* **PROBLEM TO SOLVE**
Please repeat the records exactly, keeping the pictures out.

Saved entries:
◇ ◇ ◇

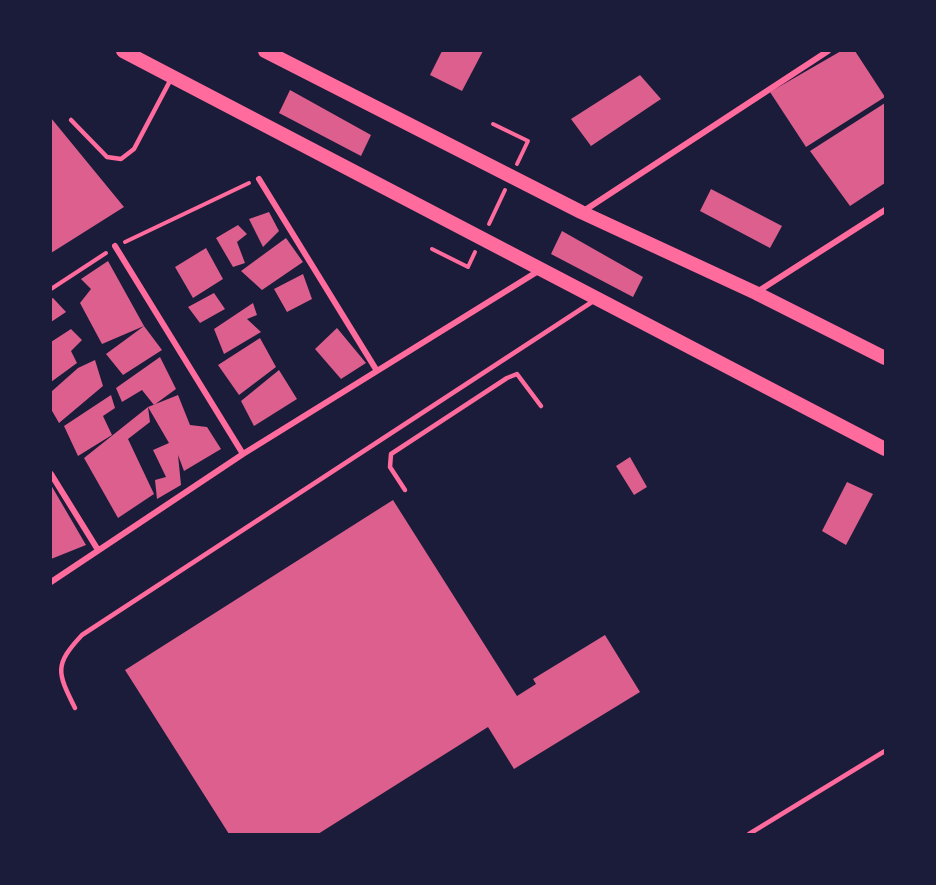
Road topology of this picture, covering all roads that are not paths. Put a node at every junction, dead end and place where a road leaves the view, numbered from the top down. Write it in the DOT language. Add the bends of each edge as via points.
graph roads {
  1 [pos="123,51"];
  2 [pos="265,51"];
  3 [pos="828,51"];
  4 [pos="172,76"];
  5 [pos="71,120"];
  6 [pos="259,179"];
  7 [pos="885,210"];
  8 [pos="581,212"];
  9 [pos="116,246"];
  10 [pos="540,270"];
  11 [pos="756,293"];
  12 [pos="596,300"];
  13 [pos="885,358"];
  14 [pos="377,371"];
  15 [pos="541,406"];
  16 [pos="885,449"];
  17 [pos="243,454"];
  18 [pos="51,474"];
  19 [pos="405,490"];
  20 [pos="98,550"];
  21 [pos="51,582"];
  22 [pos="75,708"];
  23 [pos="885,751"];
  24 [pos="749,834"];
  1 -- 4 [label="highway"];
  2 -- 8 [label="highway"];
  3 -- 8 [label="street"];
  4 -- 5 [label="lane" via="134,149 121,159 107,157"];
  4 -- 10 [label="highway"];
  6 -- 14 [label="street"];
  7 -- 11 [label="street"];
  8 -- 11 [label="highway"];
  9 -- 17 [label="street"];
  10 -- 12 [label="highway"];
  10 -- 14 [label="street"];
  11 -- 13 [label="highway"];
  12 -- 16 [label="highway"];
  12 -- 22 [label="lane" via="82,635 65,654 60,669 64,688"];
  14 -- 17 [label="street"];
  15 -- 19 [label="lane" via="517,374 507,378 391,454 390,467"];
  17 -- 20 [label="street"];
  18 -- 20 [label="street"];
  20 -- 21 [label="street"];
  23 -- 24 [label="lane"];
}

◇ ◇ ◇

* **REPLY**
Road topology of this picture, covering all roads that are not paths. Put a node at every junction, dead end and place where a road leaves the view, numbered from the top down. Write it in the DOT language. Add the bends of each edge as via points.
graph roads {
  1 [pos="123,51"];
  2 [pos="265,51"];
  3 [pos="828,51"];
  4 [pos="172,76"];
  5 [pos="71,120"];
  6 [pos="259,179"];
  7 [pos="885,210"];
  8 [pos="581,212"];
  9 [pos="116,246"];
  10 [pos="540,270"];
  11 [pos="756,293"];
  12 [pos="596,300"];
  13 [pos="885,358"];
  14 [pos="377,371"];
  15 [pos="541,406"];
  16 [pos="885,449"];
  17 [pos="243,454"];
  18 [pos="51,474"];
  19 [pos="405,490"];
  20 [pos="98,550"];
  21 [pos="51,582"];
  22 [pos="75,708"];
  23 [pos="885,751"];
  24 [pos="749,834"];
  1 -- 4 [label="highway"];
  2 -- 8 [label="highway"];
  3 -- 8 [label="street"];
  4 -- 5 [label="lane" via="134,149 121,159 107,157"];
  4 -- 10 [label="highway"];
  6 -- 14 [label="street"];
  7 -- 11 [label="street"];
  8 -- 11 [label="highway"];
  9 -- 17 [label="street"];
  10 -- 12 [label="highway"];
  10 -- 14 [label="street"];
  11 -- 13 [label="highway"];
  12 -- 16 [label="highway"];
  12 -- 22 [label="lane" via="82,635 65,654 60,669 64,688"];
  14 -- 17 [label="street"];
  15 -- 19 [label="lane" via="517,374 507,378 391,454 390,467"];
  17 -- 20 [label="street"];
  18 -- 20 [label="street"];
  20 -- 21 [label="street"];
  23 -- 24 [label="lane"];
}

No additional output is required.